Танабай застыл, онемевший. Слов уже не находил. А тот шагал не оглядываясь.
— Одумайся, Бектай! — Он побежал за ним. — Нельзя так. Подумай сам, что ты делаешь! Ты слышишь!
— Отстань! — Бектай резко обернулся. — Это ты думай. А я хочу жить, как люди живут. Я ничем не хуже других. Я тоже могу работать в городе, получать зарплату. Почему я должен пропадать здесь с этими овцами? Без кормов, без кошары, без юрты над головой. Отстань! И иди расшибайся в доску, утопай в навозе. Ты посмотри на себя, на кого ты стал похож. Подохнешь здесь скоро. А тебе еще мало этого. Призывы еще бросаешь. Хочешь и других за собой потянуть. Дудки! Довольно с меня! — И он зашагал, топча белый нетронутый снег с такой силой, что следы его мигом чернели, наливаясь водой…
— Бектай, ты послушай меня! — догнал его Танабай. — Я тебе все объясню.

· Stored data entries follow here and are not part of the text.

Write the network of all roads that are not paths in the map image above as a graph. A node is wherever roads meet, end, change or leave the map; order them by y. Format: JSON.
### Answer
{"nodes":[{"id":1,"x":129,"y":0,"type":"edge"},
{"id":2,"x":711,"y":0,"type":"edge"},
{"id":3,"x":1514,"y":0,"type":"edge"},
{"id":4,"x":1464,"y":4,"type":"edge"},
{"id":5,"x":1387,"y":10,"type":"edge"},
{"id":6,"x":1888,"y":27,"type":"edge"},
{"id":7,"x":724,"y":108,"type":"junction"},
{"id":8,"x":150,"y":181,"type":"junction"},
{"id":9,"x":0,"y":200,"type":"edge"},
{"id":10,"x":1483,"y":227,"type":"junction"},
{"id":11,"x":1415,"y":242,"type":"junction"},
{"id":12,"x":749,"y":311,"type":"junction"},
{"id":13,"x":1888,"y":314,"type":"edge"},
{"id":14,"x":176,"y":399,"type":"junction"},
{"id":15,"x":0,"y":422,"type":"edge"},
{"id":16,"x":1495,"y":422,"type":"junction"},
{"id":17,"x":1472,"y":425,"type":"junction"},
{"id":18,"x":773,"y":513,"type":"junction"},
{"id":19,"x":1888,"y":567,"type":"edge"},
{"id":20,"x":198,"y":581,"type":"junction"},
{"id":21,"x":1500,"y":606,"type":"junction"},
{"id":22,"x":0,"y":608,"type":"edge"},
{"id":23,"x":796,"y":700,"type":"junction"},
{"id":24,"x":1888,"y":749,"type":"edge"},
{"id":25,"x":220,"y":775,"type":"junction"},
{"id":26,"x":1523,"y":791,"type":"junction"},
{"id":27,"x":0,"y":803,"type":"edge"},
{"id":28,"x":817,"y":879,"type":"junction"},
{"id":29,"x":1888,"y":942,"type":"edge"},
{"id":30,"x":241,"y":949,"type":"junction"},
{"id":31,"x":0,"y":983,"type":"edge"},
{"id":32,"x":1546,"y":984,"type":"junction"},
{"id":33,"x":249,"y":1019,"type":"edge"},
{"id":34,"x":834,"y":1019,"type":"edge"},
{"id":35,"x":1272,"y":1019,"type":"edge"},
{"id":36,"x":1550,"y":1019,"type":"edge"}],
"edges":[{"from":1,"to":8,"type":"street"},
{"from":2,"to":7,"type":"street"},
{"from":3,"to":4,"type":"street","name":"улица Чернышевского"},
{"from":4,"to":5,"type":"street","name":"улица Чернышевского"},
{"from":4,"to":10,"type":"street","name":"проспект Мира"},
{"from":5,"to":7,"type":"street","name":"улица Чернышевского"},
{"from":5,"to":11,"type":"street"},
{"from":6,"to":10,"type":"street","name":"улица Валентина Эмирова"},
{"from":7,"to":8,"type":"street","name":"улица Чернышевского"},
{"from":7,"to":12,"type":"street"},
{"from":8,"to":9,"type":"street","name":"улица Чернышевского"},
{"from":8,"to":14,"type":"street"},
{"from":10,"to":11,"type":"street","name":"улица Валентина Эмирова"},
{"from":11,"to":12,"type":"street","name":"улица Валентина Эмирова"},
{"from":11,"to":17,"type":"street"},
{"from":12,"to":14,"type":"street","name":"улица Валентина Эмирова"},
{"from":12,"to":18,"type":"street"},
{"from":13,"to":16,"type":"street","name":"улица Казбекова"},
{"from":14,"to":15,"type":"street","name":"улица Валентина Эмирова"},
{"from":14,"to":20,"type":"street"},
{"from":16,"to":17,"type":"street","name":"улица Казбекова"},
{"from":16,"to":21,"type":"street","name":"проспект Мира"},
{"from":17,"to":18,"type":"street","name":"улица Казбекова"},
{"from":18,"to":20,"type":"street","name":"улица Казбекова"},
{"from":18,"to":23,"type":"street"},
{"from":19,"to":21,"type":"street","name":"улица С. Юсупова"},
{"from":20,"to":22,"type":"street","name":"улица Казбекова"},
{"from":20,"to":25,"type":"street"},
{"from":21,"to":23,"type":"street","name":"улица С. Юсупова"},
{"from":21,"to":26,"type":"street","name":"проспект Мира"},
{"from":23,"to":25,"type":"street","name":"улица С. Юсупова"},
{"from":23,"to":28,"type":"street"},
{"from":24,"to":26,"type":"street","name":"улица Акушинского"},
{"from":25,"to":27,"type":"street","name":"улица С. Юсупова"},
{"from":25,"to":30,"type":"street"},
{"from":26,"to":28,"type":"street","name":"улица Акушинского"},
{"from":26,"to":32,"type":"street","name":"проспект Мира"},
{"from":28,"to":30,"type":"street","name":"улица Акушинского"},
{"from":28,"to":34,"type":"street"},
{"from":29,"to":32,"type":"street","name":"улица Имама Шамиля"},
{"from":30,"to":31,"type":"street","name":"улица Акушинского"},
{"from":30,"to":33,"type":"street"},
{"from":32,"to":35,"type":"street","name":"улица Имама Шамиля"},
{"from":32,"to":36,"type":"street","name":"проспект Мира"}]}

— Другим объясняй. Ищи дураков!
— Остановись, Бектай. Поговорим.
Тот уходил, не желая слушать.
— Под суд попадешь!
— Лучше под суд, чем так! — огрызнулся Бектай и больше не оборачивался.
— Ты дезертир!
Тот все шагал.
— Таких на фронте расстреливали!
Тот все шагал.
— Стой, говорю! — Танабай схватил его за рукав.
Тот вырвал руку и пошел дальше.
— Не позволю, не имеешь права! — Танабай крутанул его за плечо, и вдруг белые сопки вокруг поплыли в глазах и померкли в дыму. Неожиданный удар под челюсть свалил его с ног.
Когда он поднял кружившуюся голову, Бектай уже скрылся за пригорком.
Уходила за ним одинокая цепочка темных следов.
— Пропал парень, пропал, — застонал Танабай, поднявшись на четвереньки. Встал. Руки были в грязи и снегу.
Отдышался. Собрал бектаевскую отару и понуро погнал к себе.
17
Двое всадников выезжали из аила, направляясь в горы. Один на буланом коне, другой — на гнедом. Хвосты их коней были подвязаны тугими узлами — путь предстоял далекий. Грязь, перемешанная со снегом, чавкала, разлеталась из-под копыт брызгами и комьями.
Гульсары шел на тугих поводьях напористой поступью. Настоялся иноходец, пока хозяин болел дома. Но сейчас на нем ехал не хозяин, а кто-то незнакомый в кожаном пальто и распахнутом брезентовом плаще поверх пальто. От его одежды попахивало краской и резиной. Чоро ехал рядом, на другом коне. Это случалось — уступал иноходца товарищу, приехавшему из района. А Гульсары, собственно, было все равно, кто на нем сидел. С тех пор как его взяли из табуна, от прежнего хозяина, много людей ездило на нем. Разных людей — добрых и недобрых. Удобных и неудобных в седле. Попадал и в руки лихачей. Ох и дурные же они на коне! Разгонит такой вовсю и вдруг осадит удилами, поднимет на дыбы и снова разгонит и снова осадит намертво. Сам не знает, что вытворяет, только чтобы все видели, что он на иноходце. Ко всему уже привык Гульсары. Ему лишь бы не стоять на конюшне, не томиться. В нем все еще жила прежняя страсть — бежать, бежать и бежать. А кого он везет, ему все равно было. Это седоку было не все равно, на каком коне он ехал. Буланого иноходца подали — значит, уважают, боятся его. Силен, красив Гульсары. Покойно и надежно на нем седоку.